(Saved data entries)
• • • •
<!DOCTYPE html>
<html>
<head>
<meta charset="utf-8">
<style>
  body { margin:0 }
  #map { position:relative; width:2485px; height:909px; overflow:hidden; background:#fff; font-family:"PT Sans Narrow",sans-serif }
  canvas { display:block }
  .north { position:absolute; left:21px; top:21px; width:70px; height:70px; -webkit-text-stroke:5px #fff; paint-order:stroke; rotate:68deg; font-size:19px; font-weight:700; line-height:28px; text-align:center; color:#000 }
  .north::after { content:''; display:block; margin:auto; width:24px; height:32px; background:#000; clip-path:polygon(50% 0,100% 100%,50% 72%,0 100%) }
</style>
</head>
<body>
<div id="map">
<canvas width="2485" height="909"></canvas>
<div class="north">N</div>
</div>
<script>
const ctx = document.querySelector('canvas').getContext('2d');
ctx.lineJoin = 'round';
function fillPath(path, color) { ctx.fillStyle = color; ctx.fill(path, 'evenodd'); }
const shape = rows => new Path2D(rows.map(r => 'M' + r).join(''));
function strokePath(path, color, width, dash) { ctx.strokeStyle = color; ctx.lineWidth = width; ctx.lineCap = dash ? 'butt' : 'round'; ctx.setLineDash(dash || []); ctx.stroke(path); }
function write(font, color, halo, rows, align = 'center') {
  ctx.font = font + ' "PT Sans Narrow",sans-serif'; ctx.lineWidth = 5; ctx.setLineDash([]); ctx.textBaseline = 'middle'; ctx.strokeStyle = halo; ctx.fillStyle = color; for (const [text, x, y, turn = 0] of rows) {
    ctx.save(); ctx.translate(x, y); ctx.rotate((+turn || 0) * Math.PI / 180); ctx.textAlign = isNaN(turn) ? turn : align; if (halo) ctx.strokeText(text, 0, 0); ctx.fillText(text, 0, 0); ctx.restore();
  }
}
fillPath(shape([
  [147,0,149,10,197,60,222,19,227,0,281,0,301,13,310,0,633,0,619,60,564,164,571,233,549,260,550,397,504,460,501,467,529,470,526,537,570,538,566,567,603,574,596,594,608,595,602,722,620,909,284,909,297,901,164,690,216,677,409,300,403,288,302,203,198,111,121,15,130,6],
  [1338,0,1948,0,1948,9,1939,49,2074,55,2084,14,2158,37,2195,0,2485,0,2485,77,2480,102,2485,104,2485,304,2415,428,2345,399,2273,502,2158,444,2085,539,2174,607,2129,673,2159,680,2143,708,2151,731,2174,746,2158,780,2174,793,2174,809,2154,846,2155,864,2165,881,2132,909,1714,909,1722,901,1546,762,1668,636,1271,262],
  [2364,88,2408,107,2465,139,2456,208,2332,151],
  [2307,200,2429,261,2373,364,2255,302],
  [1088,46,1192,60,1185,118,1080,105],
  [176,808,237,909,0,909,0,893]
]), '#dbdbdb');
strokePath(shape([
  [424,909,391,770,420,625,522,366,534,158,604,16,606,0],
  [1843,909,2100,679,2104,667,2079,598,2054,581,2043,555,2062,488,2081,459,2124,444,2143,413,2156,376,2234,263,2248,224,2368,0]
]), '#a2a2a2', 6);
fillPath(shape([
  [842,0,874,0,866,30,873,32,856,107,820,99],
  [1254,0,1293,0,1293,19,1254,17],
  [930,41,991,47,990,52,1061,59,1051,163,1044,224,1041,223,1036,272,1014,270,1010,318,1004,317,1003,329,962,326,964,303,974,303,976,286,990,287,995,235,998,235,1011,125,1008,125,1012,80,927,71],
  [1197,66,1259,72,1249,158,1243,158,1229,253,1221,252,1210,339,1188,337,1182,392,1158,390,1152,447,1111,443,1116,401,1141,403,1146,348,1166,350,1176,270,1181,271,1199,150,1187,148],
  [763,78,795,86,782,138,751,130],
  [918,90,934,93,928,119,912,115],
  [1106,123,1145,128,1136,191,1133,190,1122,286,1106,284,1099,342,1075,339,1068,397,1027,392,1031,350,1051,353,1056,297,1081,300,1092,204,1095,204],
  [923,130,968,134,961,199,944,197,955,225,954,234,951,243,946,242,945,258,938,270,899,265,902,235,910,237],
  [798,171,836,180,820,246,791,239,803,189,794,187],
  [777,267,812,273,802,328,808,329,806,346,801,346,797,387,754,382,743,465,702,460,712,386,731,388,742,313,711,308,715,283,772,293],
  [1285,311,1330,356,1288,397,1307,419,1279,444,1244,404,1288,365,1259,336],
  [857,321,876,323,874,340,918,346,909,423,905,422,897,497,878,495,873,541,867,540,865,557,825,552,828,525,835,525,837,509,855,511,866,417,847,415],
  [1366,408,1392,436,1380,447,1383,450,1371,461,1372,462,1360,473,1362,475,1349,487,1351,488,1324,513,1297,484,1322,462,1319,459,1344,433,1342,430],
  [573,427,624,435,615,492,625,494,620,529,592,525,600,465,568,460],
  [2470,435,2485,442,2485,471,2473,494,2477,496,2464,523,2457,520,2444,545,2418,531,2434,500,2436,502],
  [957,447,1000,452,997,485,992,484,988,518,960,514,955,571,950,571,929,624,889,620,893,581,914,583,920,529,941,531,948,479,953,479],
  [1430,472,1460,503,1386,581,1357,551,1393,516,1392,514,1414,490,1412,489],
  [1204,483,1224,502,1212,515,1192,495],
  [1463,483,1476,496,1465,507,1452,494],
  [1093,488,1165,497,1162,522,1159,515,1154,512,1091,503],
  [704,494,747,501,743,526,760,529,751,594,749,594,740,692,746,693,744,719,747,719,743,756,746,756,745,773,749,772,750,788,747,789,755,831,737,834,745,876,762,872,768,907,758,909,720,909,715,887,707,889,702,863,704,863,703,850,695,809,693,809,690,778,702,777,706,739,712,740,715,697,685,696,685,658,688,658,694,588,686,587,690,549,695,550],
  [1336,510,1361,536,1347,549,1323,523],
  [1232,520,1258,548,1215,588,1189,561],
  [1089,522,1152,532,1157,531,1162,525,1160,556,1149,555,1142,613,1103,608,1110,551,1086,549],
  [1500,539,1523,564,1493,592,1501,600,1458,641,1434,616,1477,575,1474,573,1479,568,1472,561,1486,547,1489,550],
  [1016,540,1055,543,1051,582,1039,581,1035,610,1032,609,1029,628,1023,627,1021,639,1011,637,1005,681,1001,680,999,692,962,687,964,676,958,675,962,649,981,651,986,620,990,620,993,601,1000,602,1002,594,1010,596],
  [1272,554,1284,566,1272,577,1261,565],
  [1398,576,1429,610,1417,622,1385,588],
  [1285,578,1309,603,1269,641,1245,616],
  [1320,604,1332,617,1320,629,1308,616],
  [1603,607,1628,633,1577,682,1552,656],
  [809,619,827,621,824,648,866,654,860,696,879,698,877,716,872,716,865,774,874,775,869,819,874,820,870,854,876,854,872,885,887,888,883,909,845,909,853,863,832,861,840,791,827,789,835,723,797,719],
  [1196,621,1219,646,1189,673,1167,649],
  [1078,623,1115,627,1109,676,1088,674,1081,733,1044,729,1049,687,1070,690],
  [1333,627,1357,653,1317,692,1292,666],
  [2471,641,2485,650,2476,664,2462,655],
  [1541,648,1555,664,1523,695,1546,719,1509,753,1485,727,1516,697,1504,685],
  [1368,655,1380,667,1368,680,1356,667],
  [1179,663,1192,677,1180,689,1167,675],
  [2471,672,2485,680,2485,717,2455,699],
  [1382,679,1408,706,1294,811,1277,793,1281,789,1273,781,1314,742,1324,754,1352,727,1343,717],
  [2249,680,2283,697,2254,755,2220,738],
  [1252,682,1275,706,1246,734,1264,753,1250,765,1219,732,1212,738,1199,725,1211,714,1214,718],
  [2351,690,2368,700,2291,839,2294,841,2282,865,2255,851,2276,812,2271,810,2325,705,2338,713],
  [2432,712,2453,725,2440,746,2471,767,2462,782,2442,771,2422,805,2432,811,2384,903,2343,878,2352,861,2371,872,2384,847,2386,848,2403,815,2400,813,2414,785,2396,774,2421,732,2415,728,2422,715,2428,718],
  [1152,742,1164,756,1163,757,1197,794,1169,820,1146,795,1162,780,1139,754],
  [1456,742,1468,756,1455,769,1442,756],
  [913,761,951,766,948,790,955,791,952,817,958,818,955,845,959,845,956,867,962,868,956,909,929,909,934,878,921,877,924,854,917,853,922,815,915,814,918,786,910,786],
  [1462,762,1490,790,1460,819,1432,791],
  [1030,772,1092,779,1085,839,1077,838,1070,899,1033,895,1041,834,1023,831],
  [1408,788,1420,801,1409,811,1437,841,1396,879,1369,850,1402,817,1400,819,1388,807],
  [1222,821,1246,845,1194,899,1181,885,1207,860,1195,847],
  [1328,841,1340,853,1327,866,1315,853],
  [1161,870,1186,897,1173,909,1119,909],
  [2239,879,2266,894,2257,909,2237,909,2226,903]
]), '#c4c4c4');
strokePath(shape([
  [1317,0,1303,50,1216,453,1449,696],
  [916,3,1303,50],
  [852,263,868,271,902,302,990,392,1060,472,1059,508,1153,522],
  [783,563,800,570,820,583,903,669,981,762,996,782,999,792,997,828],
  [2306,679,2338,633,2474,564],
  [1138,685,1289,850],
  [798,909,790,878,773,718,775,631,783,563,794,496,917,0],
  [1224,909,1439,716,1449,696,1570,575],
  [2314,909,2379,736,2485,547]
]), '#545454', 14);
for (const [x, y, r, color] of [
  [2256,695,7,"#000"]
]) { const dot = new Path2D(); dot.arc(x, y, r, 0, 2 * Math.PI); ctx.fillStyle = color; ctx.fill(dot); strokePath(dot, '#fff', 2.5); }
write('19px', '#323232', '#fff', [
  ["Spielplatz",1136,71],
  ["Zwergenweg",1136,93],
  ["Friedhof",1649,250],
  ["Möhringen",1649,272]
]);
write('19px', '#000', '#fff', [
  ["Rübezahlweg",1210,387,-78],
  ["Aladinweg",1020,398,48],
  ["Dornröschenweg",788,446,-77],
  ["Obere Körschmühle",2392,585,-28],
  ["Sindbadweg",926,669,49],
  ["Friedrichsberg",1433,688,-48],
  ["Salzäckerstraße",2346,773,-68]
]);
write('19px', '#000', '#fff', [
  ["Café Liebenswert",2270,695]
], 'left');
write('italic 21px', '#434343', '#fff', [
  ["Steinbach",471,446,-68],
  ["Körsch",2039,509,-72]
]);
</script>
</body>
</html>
• • • •
#### WHAT YOU HAVE TO DO:
An exact number is called for here: how many lines across the records contain the word "center". Nothing else belongs in the answer.

#### OUTPUT BELOW:
2